TASK STATEMENT: Copy out exactly the lines below that run from the one holding "I need the junctions" to the one holding "Please list the", keeping both of those lines and no others.

*** Opening of RECORDS SHOWN ***

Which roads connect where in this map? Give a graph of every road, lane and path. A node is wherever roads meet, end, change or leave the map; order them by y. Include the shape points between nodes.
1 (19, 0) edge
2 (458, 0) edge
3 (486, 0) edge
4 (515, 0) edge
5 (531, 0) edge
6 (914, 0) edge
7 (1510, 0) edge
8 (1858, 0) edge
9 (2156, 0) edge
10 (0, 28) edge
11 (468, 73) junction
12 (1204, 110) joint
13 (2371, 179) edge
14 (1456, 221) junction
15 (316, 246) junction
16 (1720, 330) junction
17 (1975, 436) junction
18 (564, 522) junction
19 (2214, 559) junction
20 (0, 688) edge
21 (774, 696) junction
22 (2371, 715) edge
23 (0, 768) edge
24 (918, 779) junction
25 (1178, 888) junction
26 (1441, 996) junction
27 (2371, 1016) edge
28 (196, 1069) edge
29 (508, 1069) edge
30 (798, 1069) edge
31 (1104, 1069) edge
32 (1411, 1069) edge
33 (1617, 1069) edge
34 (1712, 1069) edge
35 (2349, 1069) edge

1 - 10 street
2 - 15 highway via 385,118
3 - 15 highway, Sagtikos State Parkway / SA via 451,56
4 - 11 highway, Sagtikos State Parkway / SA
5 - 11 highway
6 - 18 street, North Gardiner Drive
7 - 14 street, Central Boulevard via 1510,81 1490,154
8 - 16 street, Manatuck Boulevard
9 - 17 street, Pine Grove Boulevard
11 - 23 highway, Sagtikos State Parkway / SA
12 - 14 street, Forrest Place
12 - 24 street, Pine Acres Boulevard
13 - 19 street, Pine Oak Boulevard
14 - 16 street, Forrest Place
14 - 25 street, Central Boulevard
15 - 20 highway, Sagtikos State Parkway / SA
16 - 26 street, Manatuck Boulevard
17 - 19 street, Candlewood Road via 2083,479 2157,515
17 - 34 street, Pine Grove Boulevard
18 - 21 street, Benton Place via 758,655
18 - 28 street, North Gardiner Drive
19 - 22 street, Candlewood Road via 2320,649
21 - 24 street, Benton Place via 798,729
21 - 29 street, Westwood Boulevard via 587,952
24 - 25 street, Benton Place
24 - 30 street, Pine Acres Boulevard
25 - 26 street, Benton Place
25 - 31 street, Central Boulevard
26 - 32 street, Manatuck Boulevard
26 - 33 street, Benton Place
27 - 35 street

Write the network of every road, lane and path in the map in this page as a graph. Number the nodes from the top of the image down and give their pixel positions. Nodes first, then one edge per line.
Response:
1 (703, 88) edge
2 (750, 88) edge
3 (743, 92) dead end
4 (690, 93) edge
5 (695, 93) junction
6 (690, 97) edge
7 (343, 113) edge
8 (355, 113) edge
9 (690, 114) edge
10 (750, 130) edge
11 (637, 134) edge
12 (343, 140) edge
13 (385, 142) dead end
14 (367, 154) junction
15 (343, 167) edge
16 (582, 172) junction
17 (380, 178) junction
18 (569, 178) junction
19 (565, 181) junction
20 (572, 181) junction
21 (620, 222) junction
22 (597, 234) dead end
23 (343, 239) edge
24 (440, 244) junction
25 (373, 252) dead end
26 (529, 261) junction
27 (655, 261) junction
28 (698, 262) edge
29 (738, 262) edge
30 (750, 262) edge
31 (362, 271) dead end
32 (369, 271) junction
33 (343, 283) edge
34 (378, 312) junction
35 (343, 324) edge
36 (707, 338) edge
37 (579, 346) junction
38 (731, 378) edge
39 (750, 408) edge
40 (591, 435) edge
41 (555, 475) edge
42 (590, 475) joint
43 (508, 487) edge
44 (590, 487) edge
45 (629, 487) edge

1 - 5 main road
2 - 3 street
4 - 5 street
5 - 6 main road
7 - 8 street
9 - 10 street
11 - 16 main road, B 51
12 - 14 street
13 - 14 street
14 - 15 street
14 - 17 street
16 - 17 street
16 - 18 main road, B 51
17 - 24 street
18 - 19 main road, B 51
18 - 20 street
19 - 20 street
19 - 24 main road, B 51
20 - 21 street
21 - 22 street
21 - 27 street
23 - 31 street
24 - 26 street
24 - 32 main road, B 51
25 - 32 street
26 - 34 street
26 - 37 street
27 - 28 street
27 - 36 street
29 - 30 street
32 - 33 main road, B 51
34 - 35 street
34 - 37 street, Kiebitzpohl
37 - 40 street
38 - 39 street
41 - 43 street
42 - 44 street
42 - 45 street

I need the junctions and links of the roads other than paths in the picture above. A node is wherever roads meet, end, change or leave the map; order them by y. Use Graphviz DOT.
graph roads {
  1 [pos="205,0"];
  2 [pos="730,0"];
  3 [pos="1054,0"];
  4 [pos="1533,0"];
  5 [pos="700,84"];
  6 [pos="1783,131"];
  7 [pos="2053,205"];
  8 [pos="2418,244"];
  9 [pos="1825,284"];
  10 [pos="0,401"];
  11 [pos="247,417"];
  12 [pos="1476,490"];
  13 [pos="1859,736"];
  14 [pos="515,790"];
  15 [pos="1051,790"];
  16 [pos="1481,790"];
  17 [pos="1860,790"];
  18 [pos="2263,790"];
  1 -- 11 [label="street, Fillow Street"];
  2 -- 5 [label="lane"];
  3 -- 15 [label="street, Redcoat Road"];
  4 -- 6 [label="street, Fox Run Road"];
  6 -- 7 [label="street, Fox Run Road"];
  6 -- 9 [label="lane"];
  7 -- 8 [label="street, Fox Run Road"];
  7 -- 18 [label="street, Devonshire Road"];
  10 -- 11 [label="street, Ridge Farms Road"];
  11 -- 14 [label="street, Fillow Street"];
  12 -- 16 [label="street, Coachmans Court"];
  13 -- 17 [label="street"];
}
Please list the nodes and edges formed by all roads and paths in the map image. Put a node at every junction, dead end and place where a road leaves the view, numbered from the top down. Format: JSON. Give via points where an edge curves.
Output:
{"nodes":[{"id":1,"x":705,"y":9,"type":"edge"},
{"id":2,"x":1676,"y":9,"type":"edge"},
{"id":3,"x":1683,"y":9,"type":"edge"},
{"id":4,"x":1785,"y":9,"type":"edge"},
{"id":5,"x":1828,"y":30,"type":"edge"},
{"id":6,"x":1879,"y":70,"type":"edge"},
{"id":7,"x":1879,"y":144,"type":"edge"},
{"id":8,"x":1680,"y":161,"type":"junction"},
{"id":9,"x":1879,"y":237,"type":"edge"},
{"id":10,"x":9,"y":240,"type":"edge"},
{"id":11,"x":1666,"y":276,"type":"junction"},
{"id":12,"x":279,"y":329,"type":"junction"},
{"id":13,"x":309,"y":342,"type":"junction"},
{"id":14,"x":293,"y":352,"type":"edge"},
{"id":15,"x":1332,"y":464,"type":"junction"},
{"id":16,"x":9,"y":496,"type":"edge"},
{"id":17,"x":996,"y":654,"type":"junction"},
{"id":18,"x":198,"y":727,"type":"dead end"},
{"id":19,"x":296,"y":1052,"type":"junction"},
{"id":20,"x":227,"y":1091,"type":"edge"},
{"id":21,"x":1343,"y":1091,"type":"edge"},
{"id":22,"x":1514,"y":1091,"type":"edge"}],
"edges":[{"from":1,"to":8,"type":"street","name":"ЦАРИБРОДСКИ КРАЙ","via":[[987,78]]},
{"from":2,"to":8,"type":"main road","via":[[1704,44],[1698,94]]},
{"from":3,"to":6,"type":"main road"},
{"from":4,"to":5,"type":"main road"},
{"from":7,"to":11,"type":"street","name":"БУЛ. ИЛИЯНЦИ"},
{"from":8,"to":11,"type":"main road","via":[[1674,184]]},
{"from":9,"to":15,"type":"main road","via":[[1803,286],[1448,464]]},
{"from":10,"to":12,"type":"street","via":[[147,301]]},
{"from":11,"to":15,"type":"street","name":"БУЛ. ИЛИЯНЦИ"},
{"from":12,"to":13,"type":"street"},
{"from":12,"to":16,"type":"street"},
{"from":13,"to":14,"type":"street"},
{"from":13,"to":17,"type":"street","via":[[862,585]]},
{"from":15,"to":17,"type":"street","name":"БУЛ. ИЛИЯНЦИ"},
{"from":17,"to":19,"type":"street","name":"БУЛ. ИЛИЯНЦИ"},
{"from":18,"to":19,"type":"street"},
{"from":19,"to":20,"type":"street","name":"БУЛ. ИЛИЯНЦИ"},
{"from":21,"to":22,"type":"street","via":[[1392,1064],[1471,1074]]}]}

*** Close of RECORDS SHOWN ***

RESULT FOR THIS EXERCISE:
I need the junctions and links of the roads other than paths in the picture above. A node is wherever roads meet, end, change or leave the map; order them by y. Use Graphviz DOT.
graph roads {
  1 [pos="205,0"];
  2 [pos="730,0"];
  3 [pos="1054,0"];
  4 [pos="1533,0"];
  5 [pos="700,84"];
  6 [pos="1783,131"];
  7 [pos="2053,205"];
  8 [pos="2418,244"];
  9 [pos="1825,284"];
  10 [pos="0,401"];
  11 [pos="247,417"];
  12 [pos="1476,490"];
  13 [pos="1859,736"];
  14 [pos="515,790"];
  15 [pos="1051,790"];
  16 [pos="1481,790"];
  17 [pos="1860,790"];
  18 [pos="2263,790"];
  1 -- 11 [label="street, Fillow Street"];
  2 -- 5 [label="lane"];
  3 -- 15 [label="street, Redcoat Road"];
  4 -- 6 [label="street, Fox Run Road"];
  6 -- 7 [label="street, Fox Run Road"];
  6 -- 9 [label="lane"];
  7 -- 8 [label="street, Fox Run Road"];
  7 -- 18 [label="street, Devonshire Road"];
  10 -- 11 [label="street, Ridge Farms Road"];
  11 -- 14 [label="street, Fillow Street"];
  12 -- 16 [label="street, Coachmans Court"];
  13 -- 17 [label="street"];
}
Please list the nodes and edges formed by all roads and paths in the map image. Put a node at every junction, dead end and place where a road leaves the view, numbered from the top down. Format: JSON. Give via points where an edge curves.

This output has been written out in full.